Todo mundo também sabe que a Ilustrada, o caderno cultural da Folha de S.Paulo, na última década ou mais anda como a mendigar o prestígio que tivera, a erguer o chapéu para os cliques da onda homogênea das redes sociais, mas só faz afundar, dia após dia, na areia movediça da falta de caráter editorial.

O JS deteve-se em alguns pontos culminantes dessa trajetória engolfante, como a capa dedicada a fritar Noel Rosa, Caymmi e Valesca Popozuda na mesma frigideira da “cultura do estupro”. The horror.

Agora, publica com o igual estrondo uma entrevista de Caetano a Anna Virginia Balloussier, que lhe levanta a bola em todas as perguntas, como fã incapaz de propor uma perguntinha que seja que tenha cheiro de autêntico e irrevelado. Caetano corta como sabe e pode e a moça quer, inclusive no título idiota já colocado na pergunta: “Avesso à polarização simplificadora, Caetano elogia a direita transante”.

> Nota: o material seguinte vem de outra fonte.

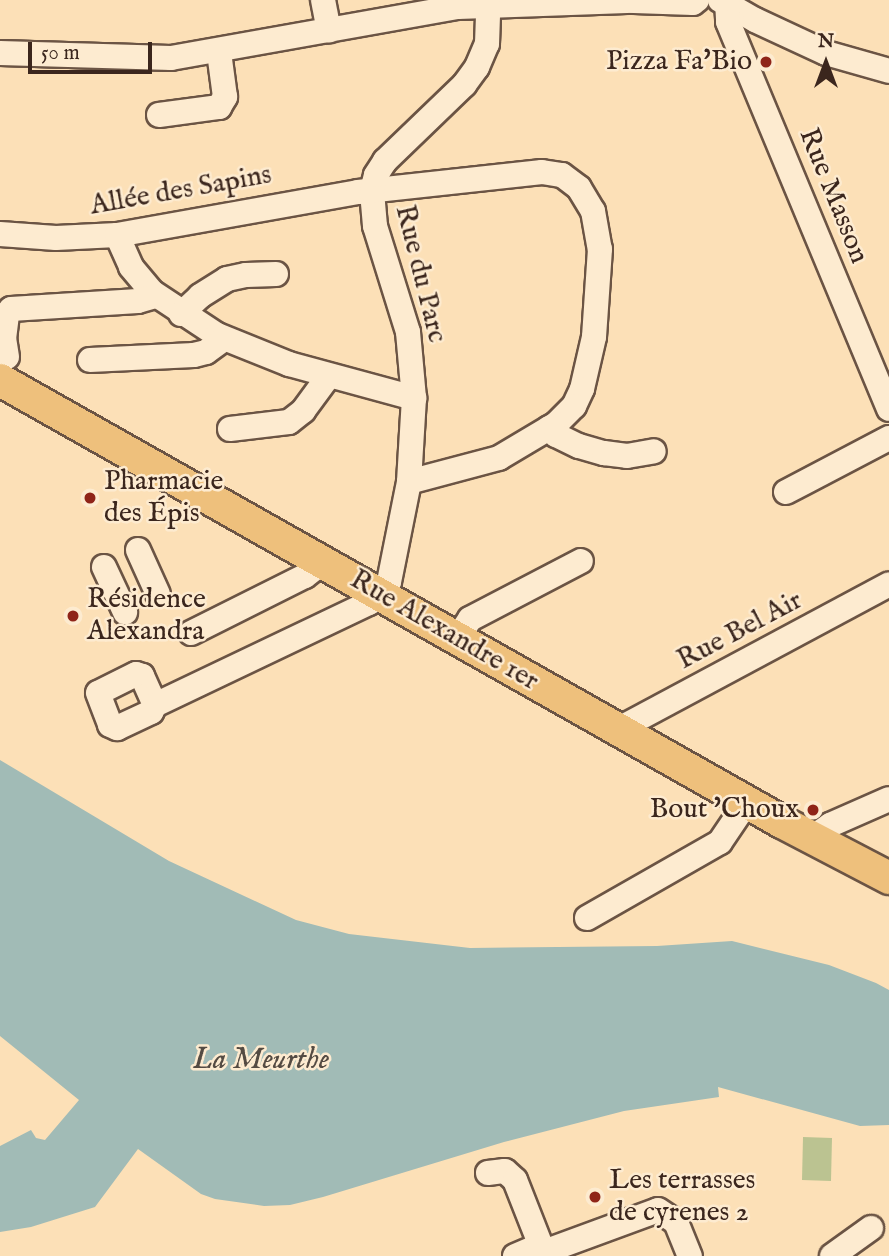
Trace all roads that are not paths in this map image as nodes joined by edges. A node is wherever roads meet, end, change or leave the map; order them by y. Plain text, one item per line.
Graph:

A menina Ballousier poderia ter ser esforçado para ler a coluna de Demétrio Magnoli com uma crítica precisa como bisturi de neurocirurgião às ideias de seu ídolo, e dali tirar uma questão decente com teor para capa de jornal de grande circulação. O próprio Caetano se refere ao texto de Magnoli no papo de aranha “transante” com a entrevistadora, assim como quem sorve uma água de coco na praia. Anna Virginia, com tantas letras dobradas no nome, claro, não entende nada!, e come a mosca com gosto de bombom.